TWC News also states, “For a little perspective, the court system reports there are 672 magistrates across the state, so only about 1.5 percent have left because of the same-sex marriage ruling.” Equality North Carolina, the state’s premiere gay advocacy organization, has also argued that where there have been objections to performing same-sex marriages by judges, the cases are largely isolated.
But Rev. Mark Creech, executive director of the Christian Action League noted, “It never ceases to amaze me, the hypocrisy of the left, especially those left of the rainbow. They use high-sounding arguments about the tyranny of the majority. Nevertheless, when a minority says they have a real religious objection, when the minority says they can’t perform a same-sex marriage for conscience sake, they reply, ‘Alright, but keep your religion to yourself, violate your beliefs or lose the job. What hypocrisy!”

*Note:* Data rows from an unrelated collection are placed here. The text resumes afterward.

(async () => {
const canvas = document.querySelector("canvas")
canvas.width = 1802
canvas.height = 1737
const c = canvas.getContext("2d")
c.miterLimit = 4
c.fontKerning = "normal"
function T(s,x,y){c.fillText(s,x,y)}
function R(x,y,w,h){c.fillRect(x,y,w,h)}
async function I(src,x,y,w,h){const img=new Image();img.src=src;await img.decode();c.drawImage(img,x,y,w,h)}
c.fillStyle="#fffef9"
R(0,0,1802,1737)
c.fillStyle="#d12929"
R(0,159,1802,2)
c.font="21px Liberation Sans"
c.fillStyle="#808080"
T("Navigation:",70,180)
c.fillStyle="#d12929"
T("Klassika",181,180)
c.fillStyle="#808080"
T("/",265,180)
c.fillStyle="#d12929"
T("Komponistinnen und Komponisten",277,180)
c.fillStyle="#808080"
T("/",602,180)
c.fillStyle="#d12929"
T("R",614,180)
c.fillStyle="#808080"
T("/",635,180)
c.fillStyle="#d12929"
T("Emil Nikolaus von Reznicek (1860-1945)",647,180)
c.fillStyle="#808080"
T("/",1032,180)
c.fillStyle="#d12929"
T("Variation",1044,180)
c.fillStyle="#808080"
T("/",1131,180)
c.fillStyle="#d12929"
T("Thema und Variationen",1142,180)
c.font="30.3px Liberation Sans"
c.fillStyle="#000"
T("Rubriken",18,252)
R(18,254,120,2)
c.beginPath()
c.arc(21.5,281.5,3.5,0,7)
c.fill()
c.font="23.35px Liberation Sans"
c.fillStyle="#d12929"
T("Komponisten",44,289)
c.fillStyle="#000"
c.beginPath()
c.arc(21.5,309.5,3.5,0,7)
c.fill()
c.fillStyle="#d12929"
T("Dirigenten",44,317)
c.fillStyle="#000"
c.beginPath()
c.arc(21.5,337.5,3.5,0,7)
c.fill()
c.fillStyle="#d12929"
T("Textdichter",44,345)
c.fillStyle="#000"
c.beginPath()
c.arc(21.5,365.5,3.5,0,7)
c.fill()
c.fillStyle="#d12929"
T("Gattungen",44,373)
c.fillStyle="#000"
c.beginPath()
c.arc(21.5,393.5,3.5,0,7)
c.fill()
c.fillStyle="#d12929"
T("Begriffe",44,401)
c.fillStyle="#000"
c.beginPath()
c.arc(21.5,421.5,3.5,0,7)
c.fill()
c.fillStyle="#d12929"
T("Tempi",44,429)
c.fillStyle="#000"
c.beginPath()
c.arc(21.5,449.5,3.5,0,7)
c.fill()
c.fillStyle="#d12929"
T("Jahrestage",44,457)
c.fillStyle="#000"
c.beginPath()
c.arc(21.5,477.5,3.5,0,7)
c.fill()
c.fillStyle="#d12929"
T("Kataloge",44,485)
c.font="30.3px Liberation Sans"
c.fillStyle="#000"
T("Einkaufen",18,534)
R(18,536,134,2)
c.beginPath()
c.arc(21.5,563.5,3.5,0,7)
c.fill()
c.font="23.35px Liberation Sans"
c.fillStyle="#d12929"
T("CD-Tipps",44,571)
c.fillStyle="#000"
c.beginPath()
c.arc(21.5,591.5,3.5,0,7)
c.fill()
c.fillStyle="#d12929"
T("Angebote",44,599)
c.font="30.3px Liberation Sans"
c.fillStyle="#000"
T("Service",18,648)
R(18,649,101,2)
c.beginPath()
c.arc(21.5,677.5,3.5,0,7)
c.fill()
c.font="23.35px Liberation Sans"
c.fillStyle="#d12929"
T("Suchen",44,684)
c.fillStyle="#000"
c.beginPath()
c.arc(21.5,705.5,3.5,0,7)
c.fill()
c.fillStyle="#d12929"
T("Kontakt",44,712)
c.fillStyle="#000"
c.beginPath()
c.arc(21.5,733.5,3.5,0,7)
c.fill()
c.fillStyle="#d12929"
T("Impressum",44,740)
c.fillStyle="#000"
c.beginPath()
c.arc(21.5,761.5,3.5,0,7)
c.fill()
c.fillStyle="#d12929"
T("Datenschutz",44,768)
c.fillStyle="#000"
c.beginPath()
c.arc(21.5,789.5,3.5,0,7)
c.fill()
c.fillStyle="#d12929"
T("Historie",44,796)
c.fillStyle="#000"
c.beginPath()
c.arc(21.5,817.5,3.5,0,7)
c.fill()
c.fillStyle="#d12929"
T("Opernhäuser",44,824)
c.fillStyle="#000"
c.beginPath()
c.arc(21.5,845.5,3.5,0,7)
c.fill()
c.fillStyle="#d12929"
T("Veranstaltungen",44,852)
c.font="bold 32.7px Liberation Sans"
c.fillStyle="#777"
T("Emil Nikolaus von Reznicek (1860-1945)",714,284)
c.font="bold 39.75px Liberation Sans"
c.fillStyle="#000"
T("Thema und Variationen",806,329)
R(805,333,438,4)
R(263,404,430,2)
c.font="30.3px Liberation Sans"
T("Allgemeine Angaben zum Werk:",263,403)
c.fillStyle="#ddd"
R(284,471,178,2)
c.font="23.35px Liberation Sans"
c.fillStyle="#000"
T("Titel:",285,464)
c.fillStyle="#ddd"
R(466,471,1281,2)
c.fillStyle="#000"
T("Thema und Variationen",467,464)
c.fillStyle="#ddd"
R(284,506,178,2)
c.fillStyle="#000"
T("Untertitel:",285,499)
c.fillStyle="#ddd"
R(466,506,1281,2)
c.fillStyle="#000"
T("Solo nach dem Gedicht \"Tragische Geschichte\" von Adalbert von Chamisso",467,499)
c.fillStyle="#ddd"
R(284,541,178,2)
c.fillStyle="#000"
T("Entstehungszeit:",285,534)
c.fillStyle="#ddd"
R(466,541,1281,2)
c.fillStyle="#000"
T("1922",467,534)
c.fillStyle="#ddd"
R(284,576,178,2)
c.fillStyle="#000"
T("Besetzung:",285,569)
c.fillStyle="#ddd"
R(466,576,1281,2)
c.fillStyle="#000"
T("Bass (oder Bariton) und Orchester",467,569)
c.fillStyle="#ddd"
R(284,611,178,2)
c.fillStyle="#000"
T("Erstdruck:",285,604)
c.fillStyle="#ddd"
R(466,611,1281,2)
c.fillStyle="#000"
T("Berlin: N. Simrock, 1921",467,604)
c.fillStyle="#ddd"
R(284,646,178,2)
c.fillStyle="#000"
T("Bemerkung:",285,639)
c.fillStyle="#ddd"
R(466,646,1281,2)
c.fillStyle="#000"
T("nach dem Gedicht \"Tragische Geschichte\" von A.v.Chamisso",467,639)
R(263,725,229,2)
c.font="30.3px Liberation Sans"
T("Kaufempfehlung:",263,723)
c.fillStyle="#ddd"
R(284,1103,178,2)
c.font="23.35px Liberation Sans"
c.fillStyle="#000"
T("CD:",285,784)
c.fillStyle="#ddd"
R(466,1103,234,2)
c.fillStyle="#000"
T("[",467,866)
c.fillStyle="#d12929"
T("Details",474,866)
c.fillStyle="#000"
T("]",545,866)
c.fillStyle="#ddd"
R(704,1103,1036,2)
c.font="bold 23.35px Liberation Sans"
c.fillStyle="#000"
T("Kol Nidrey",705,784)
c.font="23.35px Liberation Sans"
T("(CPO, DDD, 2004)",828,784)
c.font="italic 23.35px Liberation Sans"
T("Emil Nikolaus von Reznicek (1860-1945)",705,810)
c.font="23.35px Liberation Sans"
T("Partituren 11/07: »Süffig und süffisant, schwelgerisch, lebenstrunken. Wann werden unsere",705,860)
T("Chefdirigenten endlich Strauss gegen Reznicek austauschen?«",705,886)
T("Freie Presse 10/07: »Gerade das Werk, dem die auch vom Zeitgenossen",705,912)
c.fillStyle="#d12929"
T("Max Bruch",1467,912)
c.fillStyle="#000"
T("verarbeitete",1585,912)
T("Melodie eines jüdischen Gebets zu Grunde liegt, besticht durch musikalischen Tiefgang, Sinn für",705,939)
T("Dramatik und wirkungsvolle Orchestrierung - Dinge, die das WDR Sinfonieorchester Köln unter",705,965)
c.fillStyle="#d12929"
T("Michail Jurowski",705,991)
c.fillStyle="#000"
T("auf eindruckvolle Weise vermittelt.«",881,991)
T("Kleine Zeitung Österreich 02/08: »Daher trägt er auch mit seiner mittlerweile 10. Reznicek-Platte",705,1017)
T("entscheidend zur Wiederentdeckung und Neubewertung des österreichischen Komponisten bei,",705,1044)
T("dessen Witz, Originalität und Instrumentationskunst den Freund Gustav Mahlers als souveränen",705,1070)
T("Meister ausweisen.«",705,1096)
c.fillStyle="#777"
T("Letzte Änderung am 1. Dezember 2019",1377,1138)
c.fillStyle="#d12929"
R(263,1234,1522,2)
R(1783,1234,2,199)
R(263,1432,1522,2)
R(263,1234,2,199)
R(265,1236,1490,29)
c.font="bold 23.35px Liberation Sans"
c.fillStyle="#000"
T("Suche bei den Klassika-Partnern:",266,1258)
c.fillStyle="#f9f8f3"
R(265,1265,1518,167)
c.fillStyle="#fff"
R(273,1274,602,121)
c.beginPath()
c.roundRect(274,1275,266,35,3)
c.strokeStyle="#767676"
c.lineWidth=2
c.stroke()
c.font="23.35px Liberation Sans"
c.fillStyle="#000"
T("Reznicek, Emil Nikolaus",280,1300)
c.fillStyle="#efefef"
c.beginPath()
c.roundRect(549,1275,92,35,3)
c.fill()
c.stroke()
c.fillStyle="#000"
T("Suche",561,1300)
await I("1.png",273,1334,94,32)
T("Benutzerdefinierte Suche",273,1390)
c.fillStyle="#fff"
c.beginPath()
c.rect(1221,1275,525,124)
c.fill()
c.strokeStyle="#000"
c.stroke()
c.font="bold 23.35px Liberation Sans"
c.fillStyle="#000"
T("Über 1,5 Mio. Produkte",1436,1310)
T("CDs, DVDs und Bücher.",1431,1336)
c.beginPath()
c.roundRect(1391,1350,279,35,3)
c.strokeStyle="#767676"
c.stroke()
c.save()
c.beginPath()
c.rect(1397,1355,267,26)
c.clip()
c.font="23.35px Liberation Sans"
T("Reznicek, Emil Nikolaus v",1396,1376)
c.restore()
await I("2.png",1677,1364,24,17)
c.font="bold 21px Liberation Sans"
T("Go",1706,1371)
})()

Kristi Burton Brown, an op-ed contributor to the Christian Post and an Alliance Defending Freedom attorney says her hope is that the judges who face the decision of whether to leave their positions might consider recusing themselves from same-sex ceremonies. Judges, she argues are allowed to recuse themselves from judicial proceedings in which they have “a personal bias or prejudice concerning a party.” “[W]hile this allowance is made to prevent unfair rulings against the parties, perhaps it is time for judges to attempt to use this allowance to prevent an unfair violation of their own religious rights,” she says.
Dr. Creech says that judges would do better not to step down and consider every option available to them. If they protest having to perform a same-sex marriage and were to be fired, one of the great First Amendment Law Firms in the country, Alliance Defending Freedom, Liberty Counsel, American Center for Law and Justice, would likely take up their case in court pro-bono.
In October, the U.S. Supreme Court refused to hear appeals on same-sex marriage rulings across the country. But a recent ruling by the Sixth Circuit Court of Appeals upholding traditional marriage creates split rulings, almost guaranteeing the court will have to resolve the issue.